AA: We now have seven regional networks within HHC. The governance is multi-tiered, so we have an IT executive steering committee which is comprised of mostly our corporate IT executives, including our corporate CIO and our corporate CMIO, but also our network senior vice presidents and our corporate CMO. That body really looks at the strategic vision issues on where we want to make investments, and also the direction we want to take the system strategically, as it relates to our business objectives and organizational mission. Below that, there is a main group that our CIO presides over that includes the network CIOs, and there are two other groups that feed into that group - a group of physicians that functions as the local CMIOs, and then a group of nurses who are particularly interested in the application of clinical IT in the role of nursing. We use that to try and ensure we're getting both front line user input and concerns as we then move up towards making decisions that relate to the strategic direction of our development efforts and the overall management of our system.

For all the positive things we've done, one of our problems is that we allowed early on a somewhat decentralized approach to the development of the system. On the one hand, it allowed individual networks and facilities to be creative and innovative, and that did create a proliferation of good ideas and different approaches to enhancing functionality. But it also created some divergence across the organization which we're now trying to rein in by creating a much more centralized structure for governance and decision making, and much greater adherence to a standardized approach to development of the clinical information technology that we're using. We try and make a consensus decision that we're going to roll out across the entire system, for example, the embedding of a depression screening tool in the EHR for primary care clinics. That's something that we've done across the entire system. Or that we're going to build in decision support for screening inpatients for the risk of deep vein thrombosis, and attached to that we're also going to build decision support for clinicians to be able to use lab values that are relevant to the dosage for anticoagulants so as not to place the patient at risk.

So that is what we've tried to do in terms of what started out as a kind of sprawling system where we were theoretically using the same product, but where we had a lot of folks doing their own thing. And it's a hard balance because on the one hand you don't want to squelch the creativity and the innovation, but you also want to appreciate that this stuff is very expensive to develop and maintain. You really want to be strategic as to where you're putting the investment and make the decision for the system as a whole, because the way that we have the biggest impact in improving the health of our communities is to leverage the sheer size of our system and try and do things in unison.

DL: What effect might the stimulus package have on your organziation?

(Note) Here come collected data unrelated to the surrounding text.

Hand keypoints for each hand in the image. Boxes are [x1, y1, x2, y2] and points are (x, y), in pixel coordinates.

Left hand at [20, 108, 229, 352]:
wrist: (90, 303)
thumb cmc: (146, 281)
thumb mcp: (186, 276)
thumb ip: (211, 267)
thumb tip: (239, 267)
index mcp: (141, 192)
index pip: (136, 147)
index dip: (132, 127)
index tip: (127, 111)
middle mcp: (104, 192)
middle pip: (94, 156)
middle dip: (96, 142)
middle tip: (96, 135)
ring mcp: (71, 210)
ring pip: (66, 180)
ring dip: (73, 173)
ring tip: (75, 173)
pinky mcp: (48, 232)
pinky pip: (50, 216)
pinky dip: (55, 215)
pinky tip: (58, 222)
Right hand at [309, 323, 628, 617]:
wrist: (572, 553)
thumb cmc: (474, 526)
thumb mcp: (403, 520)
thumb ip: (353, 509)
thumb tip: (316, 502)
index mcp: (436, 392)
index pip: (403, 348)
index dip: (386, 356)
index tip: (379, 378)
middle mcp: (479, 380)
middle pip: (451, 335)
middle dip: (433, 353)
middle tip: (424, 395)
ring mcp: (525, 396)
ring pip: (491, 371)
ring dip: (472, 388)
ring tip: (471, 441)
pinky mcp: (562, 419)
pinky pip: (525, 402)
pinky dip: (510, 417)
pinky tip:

AA: We are very thankful that the federal government is making that investment in order to accelerate the development and use of EHRs. I think it's a very important decision. Even though EHRs are not a panacea and don't automatically solve your problems, they are a very fundamental foundation for a lot of what the Obama administration wants to see happen in the way of healthcare reform. For us, our best guess is that we will be eligible to pull down between $105 and $120 million. It's really what will allow us to move our system forward, because in the absence of those dollars we would have come to a screeching halt at this point, given how scarce capital dollars have now become and all the other fiscal pressures that we're dealing with.

I think frankly that some of what is likely to happen as a result of this major infusion of dollars in a relatively short period of time is that it is going to stimulate other competitors to potentially enter the field here with a slightly different approach to how the technology is deployed. What we're not seeing is much in the way of Web-based application for large systems; we're seeing it for physician office practices but not yet on a major platform that a system as large and complex as ours could readily turn to.